In una Biennale costruita sulla dualità delle esposizioni, sulla ricerca delle giuste distanze tra spasmi di novità e museificazione, risalta come un ebollitore in funzione la capacità progettuale di alcuni «curatori» di inserire le proprie proposte all’interno stesso del reticolo artistico della città. In tal modo, Venezia assume le sembianze di un gigantesco contenitore di emotività estetiche: lo scambio diventa anche commercio di poetiche e relazioni tra luoghi che di volta in volta vengono ridefiniti dalle opere d’arte esposte. Insomma, un «site-specific» espanso in cui è facile perdersi e ritrovarsi.

Capita così che due ricercatori torinesi, Alessandro Carrer e Bruno Barsanti, s’approprino per quattro mesi, in un’operazione di raffinata riconversione di spazi d’archeologia industriale lagunare, dei magazzini e uffici di un’azienda di materiali elettrici spazzata via dalla crisi e distante un centinaio di metri dalla Fondazione Prada. Ed è quantomeno curiosa e accidentale la contiguità abnorme che si ha tra il progetto di Dearte e il remake di Germano Celant When Attitudes Become Form: Bern 1969/Venice 2013. Nei due casi l’idea è originata da due distinti e distanziati processi fondativi del ’900. Dunque, nasce così la struttura espositiva di Noise; mentre la teoria di nomi, che ascende e discende dalla «rumoristica» di Luigi Russolo, parte da Nietzsche e Jarry per risalire la corrente concettuale rizomatica di Deleuze e Guattari e sbarcare ai facili approdi degli «happening di Fluxus, fino alla musica di Jimi Hendrix e alle neuroscienze», delineata nel testo in catalogo da Boris Brollo (curatore con Marisa Vescovo), scartoccia le idee filosofiche e artistiche dell’autentico ispiratore del progetto Joseph Nechvatal, anch’egli in mostra con vOluptary drOid décOlletage, opera che unisce robotica e file informatici infetti.

Uno stop su Luigi Russolo, proprio a cent’anni di distanza dalla prima esibizione pubblica del suo «scoppiatore» poi «intonarumori» – 2 giugno 1913, tre giorni dopo la prima parigina del Sacre du Printemps di Stravinskij e davanti a poco più di 200 persone al Teatro Storchi di Modena – messa in opera dei concetti espressi nel manifesto futurista L’arte dei rumori che porta la data del marzo stesso anno.
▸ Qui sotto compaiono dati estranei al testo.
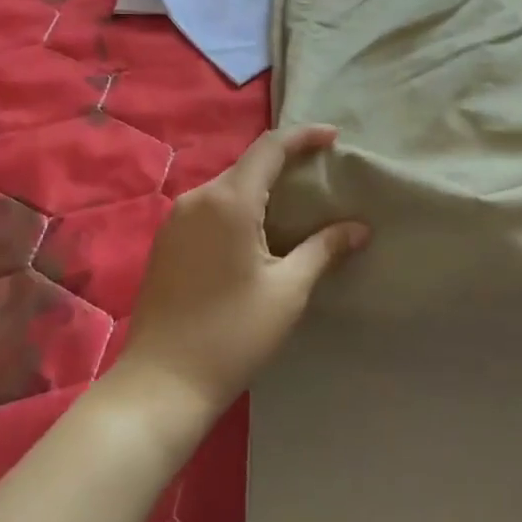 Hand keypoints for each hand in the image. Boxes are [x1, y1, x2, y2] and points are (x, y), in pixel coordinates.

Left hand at [115, 125, 368, 420]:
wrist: (161, 385)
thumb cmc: (232, 335)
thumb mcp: (287, 291)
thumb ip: (324, 250)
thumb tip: (359, 229)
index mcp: (229, 201)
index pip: (270, 148)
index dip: (304, 136)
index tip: (334, 138)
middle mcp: (198, 198)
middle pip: (248, 165)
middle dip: (285, 162)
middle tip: (321, 174)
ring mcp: (176, 220)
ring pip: (228, 187)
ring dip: (261, 186)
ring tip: (294, 203)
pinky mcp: (166, 242)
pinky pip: (209, 207)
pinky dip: (238, 206)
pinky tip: (256, 231) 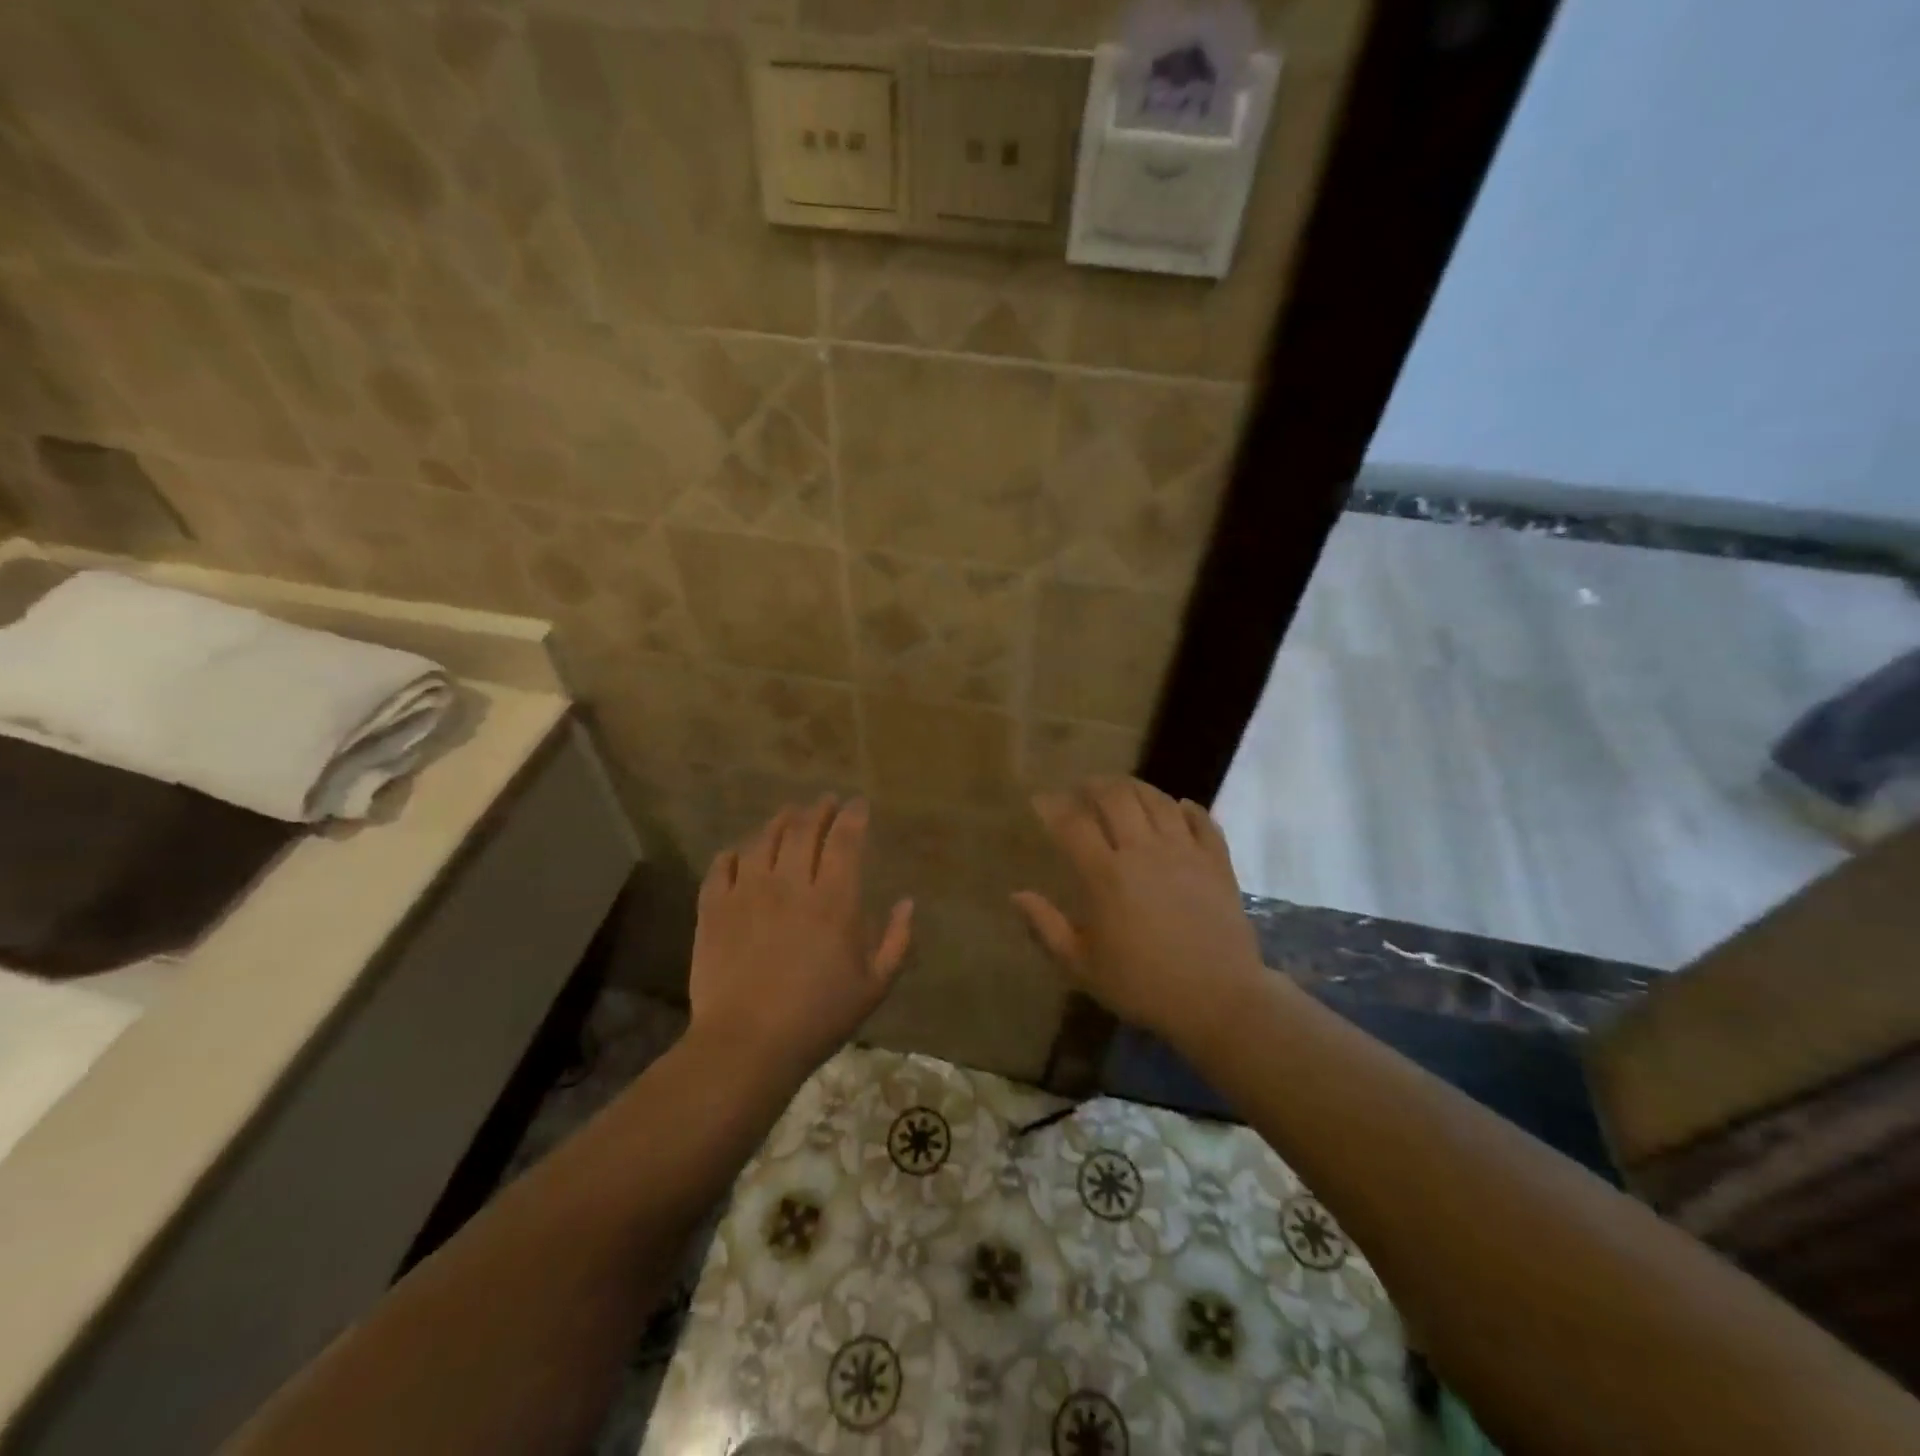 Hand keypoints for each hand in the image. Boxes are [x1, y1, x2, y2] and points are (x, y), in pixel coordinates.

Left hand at [688, 796, 912, 1081]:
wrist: (747, 1044)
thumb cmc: (818, 1017)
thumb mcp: (874, 986)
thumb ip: (896, 941)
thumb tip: (907, 903)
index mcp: (833, 900)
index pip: (845, 841)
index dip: (853, 816)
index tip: (858, 804)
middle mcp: (790, 884)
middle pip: (803, 830)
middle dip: (818, 810)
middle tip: (825, 801)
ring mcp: (747, 893)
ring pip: (763, 840)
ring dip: (779, 822)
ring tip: (788, 814)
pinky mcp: (714, 909)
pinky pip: (722, 867)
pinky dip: (734, 853)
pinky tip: (740, 852)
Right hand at [1013, 778, 1264, 1048]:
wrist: (1217, 999)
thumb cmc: (1142, 985)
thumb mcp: (1082, 966)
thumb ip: (1046, 927)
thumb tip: (1017, 895)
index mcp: (1105, 874)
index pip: (1072, 823)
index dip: (1053, 806)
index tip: (1041, 801)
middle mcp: (1143, 851)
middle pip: (1116, 798)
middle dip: (1095, 785)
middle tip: (1084, 788)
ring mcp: (1184, 852)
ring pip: (1158, 800)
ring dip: (1136, 788)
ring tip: (1123, 790)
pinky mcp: (1217, 861)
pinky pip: (1203, 821)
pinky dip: (1188, 808)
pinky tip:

E sono queste date che aprono una voragine cronologica nella musica e nell’arte del ’900 che porta all’oggi e a un piccolo, ma agguerrito progetto che, attraverso un ventaglio di opere e artisti, subissa di domande la storia dell’evoluzione del rumore. «Ogni lingua ha la propria piccola sfumatura nell’indicare il termine» spiega uno dei curatori, Alessandro Carrer. Molte sono le relazioni concettuali che suturano le «aritmetiche archittetture sonore» di Roberto Pugliese (visivamente, l’opera più russoliana anche se spogliata degli ingombri inventati dal musicista di Portogruaro) ai murali monocromatici di Pablo Rasgado. Più ufficiali, invece, le stanze, non più site-specific e imbiancate su richiesta, dedicate ai lavori di Carsten Nicolai e Anne-James Chaton. L’effetto straniante continua con la presenza «storica» di un manufatto poverista e sonoro di Piero Gilardi, Aiguestortes del 2010; ma è una sterzata rimessa in carreggiata dalle installazioni di Lab(AU) e Francesco Quarta Colosso.